(Records provided)

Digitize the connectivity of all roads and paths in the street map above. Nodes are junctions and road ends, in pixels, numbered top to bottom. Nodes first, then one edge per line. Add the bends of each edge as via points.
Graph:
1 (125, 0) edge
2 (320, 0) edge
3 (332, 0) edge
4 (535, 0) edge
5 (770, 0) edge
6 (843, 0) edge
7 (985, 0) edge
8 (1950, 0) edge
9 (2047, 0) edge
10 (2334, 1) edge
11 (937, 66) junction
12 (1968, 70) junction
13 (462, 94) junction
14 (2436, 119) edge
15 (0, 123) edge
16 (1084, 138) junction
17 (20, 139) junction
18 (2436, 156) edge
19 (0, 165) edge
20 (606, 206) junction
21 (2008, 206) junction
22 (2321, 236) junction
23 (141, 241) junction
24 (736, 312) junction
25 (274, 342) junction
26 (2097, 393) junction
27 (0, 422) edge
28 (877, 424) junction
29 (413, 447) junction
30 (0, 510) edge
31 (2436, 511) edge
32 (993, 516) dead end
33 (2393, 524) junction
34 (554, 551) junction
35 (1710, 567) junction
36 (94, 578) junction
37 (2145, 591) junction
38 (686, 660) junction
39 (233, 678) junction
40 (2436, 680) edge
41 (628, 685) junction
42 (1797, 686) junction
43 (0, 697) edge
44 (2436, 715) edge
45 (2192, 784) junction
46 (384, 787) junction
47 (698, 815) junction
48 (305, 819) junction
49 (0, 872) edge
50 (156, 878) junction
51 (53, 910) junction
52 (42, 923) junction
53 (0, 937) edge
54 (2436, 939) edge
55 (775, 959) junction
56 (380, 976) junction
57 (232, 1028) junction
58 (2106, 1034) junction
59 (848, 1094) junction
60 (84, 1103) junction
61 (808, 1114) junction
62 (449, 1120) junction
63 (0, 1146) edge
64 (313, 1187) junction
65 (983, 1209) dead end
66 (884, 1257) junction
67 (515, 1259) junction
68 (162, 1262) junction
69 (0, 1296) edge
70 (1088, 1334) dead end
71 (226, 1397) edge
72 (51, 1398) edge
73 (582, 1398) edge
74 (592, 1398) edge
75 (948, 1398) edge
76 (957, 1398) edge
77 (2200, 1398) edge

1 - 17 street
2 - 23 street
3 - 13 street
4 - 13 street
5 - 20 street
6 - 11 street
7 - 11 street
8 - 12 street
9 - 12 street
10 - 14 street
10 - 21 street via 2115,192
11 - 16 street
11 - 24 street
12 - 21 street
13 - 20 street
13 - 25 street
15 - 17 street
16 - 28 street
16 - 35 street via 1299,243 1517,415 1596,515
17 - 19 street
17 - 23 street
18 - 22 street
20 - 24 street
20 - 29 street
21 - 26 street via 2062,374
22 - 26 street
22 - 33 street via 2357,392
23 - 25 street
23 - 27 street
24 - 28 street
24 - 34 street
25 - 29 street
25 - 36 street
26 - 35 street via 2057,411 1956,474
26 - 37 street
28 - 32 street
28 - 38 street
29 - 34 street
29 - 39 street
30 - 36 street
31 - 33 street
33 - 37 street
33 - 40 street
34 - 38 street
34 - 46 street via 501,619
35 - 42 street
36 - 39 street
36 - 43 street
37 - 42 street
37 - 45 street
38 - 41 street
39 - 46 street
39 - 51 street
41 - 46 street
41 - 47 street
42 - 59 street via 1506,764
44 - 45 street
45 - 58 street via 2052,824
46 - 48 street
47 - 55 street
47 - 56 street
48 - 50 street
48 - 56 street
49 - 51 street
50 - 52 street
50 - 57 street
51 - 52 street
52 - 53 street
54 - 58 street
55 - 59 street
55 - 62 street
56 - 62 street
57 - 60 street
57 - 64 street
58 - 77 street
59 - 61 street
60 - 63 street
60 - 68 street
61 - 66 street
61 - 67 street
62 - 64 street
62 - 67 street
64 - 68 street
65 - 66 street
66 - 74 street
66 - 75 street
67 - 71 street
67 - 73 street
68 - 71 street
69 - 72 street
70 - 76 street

(End Records provided)

> **Work to be completed**
Give only the number of lines in the entries above that hold the string "dead".

> **Output for this task**
3